* EXERCISE: Start at the line below containing "w h .min e 2" and stop at the line containing "0 819 translate 1 -1 scale". Repeat every line of that stretch exactly, and nothing outside it.

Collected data
----------------
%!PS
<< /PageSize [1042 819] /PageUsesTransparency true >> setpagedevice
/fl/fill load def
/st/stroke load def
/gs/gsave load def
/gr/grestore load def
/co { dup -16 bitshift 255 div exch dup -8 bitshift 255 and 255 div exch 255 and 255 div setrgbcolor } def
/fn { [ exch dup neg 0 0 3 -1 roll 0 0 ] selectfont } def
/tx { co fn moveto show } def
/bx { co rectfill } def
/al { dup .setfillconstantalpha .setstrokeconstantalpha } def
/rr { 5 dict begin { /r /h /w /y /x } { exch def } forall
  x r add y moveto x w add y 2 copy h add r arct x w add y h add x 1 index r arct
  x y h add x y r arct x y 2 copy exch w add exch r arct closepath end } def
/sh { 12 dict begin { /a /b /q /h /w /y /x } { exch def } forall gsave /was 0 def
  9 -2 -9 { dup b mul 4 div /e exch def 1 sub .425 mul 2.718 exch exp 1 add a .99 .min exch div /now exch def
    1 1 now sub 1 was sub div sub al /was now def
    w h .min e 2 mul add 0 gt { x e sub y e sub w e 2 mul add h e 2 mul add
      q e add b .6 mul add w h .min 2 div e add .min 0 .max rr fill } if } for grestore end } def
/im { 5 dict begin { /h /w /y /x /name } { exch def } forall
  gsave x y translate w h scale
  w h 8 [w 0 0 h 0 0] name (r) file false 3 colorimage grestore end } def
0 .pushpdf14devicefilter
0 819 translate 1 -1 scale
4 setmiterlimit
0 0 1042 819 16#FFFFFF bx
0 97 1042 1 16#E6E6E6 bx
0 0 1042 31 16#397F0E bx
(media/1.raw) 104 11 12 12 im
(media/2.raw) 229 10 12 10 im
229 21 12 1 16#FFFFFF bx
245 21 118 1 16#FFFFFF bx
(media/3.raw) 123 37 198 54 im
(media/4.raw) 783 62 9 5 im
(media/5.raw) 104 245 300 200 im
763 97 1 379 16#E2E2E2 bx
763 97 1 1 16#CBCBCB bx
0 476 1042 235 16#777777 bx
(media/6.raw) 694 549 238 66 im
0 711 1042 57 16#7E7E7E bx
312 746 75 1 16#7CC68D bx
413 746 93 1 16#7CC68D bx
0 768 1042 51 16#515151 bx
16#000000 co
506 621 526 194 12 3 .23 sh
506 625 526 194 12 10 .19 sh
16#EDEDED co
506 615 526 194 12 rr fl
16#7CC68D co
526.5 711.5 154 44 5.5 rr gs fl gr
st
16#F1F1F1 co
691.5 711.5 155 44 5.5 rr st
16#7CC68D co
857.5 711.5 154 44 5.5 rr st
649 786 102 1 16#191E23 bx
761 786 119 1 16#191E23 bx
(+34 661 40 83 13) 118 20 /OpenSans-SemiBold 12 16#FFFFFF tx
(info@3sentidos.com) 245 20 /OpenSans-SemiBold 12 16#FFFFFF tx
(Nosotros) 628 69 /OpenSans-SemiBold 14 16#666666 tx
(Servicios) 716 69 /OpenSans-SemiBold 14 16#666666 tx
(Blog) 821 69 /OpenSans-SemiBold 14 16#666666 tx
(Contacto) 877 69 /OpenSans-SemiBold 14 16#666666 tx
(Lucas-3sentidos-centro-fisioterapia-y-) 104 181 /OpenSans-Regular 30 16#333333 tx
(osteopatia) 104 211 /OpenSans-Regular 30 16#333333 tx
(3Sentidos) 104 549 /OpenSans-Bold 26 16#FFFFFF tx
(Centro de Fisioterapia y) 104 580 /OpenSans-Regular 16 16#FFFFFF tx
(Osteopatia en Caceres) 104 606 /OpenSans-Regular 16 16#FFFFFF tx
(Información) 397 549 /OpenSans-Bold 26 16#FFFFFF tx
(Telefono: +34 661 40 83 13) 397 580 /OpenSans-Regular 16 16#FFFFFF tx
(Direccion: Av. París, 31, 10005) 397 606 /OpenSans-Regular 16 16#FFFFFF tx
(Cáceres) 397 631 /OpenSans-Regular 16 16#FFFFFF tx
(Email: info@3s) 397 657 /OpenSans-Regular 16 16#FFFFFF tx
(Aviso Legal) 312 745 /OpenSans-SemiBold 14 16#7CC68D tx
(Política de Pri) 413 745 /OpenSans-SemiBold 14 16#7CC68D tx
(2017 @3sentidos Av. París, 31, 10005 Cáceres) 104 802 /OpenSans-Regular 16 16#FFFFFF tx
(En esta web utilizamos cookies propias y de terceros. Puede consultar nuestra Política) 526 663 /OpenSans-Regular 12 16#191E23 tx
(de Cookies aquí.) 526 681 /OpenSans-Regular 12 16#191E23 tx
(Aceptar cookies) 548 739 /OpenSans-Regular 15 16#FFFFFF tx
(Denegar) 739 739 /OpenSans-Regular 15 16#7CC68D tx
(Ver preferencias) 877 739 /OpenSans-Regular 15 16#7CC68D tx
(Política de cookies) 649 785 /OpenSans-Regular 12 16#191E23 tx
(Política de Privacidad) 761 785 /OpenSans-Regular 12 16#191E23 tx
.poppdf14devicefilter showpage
----------------
* ANSWER FOR THIS EXERCISE:
    w h .min e 2 mul add 0 gt { x e sub y e sub w e 2 mul add h e 2 mul add
      q e add b .6 mul add w h .min 2 div e add .min 0 .max rr fill } if } for grestore end } def
/im { 5 dict begin { /h /w /y /x /name } { exch def } forall
  gsave x y translate w h scale
  w h 8 [w 0 0 h 0 0] name (r) file false 3 colorimage grestore end } def
0 .pushpdf14devicefilter
0 819 translate 1 -1 scale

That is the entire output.